There is nothing like the sound of puepussstt echoing across a smooth glimmering lake. I placed the Cloud’s Pleezin Po-Boy sandwich on the bow of the boat to bask in the morning sun. They would be perfectly heated by the time lunch rolled around. It is just hard to explain the allure of such an event. After the first refreshment, it was noticed that we probably weren’t in the best fishing spot on the lake. It was determined that before we got our gear all wet and tangled, we would go to that cove over yonder. In a few minutes, we got to “over yonder” and killed the engine.

“Man, this is the spot. let’s drink a beer before we start.”

Puepussst,,,,,puepussstt .

We are going to catch ‘em today, man’alive. Just as soon as I finish this I am gonna bait up.”

“Have you ever been over to The Landing?”

“No, but I know a fellow, who’s buddy catches big’uns every time he goes over there.”

“Gimme one of those sandwiches and a beer before we head out that-a-way.”

The Landing was sure to hold treasures of sightseeing even if a fish never flops. No luck there either. This went on pretty much all day. A safe bet would be that the spinning prop got more fish than was caught by the total number of angles that day. I have seen a gazillion bumper stickers that read Any Day Spent Fishing is better than the Best Day Working. I am convinced that included the fact if you never wet your hook. This was one of those days, but the horizon was reaching up toward the flaming orb. It was time to head to la casa.

The sixteen foot bass boat glided effortlessly up onto the sandy beach. I told Todlums to jump out and back the trailer down the ramp. I would do the obligatory redneck circle with the boat and drive it onto the trailer. He would then pull me and the boat up the ramp. This can only be done by a man wearing a feed store cap and preferably the sleeves cut out of an old faded denim shirt. I was fixed, plus a half-finished Travis Club Senator cigar made by Finch Tobacco Company, San Antonio, Texas, clinched dead center in my mouth finished the list. This was going to be a snap.

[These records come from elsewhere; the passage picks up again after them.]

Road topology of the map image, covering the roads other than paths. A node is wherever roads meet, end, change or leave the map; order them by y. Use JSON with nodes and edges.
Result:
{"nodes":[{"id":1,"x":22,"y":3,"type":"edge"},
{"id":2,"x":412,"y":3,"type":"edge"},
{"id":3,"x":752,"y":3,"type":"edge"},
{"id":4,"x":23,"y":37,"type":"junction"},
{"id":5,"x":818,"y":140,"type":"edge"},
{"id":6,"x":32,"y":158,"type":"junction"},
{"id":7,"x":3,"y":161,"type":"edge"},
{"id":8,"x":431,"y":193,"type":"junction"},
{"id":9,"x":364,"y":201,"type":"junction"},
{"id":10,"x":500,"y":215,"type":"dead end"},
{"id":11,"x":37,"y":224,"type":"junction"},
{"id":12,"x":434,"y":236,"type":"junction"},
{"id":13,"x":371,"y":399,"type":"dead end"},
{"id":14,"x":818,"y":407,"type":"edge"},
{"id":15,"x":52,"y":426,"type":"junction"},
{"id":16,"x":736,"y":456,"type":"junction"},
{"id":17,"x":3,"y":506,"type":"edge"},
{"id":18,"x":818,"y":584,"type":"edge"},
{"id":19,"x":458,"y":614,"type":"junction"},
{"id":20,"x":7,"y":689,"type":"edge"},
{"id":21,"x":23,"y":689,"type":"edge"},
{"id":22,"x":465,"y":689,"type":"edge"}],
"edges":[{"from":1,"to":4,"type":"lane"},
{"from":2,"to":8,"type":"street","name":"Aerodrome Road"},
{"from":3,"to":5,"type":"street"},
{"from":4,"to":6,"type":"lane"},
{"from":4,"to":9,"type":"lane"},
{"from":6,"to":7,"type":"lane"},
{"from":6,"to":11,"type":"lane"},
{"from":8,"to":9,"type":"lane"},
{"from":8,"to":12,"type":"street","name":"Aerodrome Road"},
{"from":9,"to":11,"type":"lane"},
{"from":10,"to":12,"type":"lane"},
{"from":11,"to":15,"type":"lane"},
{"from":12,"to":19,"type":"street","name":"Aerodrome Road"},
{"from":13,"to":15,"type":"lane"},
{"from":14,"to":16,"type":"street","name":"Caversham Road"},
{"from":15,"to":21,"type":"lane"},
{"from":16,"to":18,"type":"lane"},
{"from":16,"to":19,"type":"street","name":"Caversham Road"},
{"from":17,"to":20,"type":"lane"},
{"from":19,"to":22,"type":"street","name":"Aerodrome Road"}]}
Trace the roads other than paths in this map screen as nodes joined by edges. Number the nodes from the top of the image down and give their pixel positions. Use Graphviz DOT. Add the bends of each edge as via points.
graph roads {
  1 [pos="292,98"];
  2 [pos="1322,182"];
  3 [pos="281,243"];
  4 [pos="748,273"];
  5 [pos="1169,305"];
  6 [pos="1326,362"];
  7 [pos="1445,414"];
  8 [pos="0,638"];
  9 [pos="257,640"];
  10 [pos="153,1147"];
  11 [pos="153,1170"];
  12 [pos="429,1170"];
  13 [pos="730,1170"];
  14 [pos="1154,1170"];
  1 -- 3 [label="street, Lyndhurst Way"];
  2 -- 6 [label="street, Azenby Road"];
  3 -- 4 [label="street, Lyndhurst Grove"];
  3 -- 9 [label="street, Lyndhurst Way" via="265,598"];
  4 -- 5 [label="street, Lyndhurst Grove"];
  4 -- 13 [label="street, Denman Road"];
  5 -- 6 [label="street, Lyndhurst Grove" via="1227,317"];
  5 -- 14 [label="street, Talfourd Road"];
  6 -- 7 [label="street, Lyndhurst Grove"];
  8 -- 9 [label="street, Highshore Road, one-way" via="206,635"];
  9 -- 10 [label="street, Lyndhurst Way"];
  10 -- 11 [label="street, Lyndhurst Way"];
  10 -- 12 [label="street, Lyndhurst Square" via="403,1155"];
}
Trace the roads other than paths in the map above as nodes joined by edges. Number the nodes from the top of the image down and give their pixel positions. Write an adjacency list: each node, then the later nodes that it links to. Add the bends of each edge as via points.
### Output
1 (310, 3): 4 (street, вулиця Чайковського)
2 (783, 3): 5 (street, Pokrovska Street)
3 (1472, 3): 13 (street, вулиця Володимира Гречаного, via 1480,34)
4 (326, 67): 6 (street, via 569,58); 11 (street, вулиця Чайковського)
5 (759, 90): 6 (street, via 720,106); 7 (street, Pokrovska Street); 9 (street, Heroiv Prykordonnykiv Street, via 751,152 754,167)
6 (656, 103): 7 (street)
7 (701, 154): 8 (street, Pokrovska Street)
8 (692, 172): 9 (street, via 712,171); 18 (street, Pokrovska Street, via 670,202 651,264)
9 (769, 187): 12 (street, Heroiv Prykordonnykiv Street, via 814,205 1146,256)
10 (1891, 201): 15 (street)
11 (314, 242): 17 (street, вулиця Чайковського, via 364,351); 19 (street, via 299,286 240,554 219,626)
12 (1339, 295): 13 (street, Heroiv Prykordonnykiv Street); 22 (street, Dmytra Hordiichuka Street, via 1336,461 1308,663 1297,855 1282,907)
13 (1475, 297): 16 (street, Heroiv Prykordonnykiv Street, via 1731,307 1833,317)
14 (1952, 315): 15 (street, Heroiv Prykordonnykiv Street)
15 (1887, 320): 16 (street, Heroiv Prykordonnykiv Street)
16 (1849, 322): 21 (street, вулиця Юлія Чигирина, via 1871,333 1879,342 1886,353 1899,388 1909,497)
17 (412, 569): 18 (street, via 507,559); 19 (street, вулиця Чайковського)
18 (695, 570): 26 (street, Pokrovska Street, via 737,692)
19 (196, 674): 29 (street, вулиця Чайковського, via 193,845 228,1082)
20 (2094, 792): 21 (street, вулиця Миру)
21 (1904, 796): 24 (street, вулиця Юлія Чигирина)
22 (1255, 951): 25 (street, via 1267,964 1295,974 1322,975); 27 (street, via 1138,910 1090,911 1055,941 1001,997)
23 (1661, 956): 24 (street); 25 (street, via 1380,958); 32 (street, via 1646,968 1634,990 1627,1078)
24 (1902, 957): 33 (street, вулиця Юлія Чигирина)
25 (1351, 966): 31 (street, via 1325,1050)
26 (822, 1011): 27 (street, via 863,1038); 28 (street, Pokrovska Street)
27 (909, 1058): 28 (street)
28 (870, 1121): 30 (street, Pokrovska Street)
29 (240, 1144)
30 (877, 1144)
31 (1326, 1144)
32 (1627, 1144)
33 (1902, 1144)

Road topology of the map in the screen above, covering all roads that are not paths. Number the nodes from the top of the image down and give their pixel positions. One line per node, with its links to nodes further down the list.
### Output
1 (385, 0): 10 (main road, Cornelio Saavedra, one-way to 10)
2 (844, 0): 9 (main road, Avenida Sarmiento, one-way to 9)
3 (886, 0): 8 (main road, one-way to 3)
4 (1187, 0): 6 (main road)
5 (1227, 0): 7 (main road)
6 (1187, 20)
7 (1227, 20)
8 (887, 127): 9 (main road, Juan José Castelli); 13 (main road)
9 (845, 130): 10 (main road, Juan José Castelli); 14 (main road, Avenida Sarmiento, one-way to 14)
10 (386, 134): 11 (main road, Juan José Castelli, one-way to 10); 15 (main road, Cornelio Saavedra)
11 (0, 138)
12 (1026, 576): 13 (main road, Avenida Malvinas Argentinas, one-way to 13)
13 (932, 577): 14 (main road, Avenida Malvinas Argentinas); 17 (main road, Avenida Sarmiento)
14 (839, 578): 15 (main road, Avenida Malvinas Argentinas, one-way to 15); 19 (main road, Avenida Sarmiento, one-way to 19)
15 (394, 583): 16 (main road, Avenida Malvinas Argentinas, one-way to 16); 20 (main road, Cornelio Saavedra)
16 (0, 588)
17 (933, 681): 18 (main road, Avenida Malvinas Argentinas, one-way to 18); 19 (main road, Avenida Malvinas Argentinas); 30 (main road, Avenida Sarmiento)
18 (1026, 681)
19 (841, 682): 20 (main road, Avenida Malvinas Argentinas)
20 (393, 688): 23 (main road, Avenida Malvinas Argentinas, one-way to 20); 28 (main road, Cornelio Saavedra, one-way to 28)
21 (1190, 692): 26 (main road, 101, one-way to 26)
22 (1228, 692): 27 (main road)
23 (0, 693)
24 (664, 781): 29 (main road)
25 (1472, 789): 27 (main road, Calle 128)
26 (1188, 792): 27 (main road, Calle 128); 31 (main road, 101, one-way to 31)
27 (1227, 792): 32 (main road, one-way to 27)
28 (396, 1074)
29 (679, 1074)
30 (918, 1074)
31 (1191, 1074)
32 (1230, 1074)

Todlums got into his ‘62 Chevrolet pickup truck and only on about the fourth try got the trailer backed far enough into the water. Finishing up the ceremonial circle, the boat slid up on the trailer and its belly found the supporting cradle. Peering through the back glass of the pickup, Todlums was watching with anticipation for my signal. That’s when I spotted it. The Chevy was a three speed on the column and the shift lever was sticking straight up. The transmission was either in second gear or still in reverse. Now you tell me which one it was.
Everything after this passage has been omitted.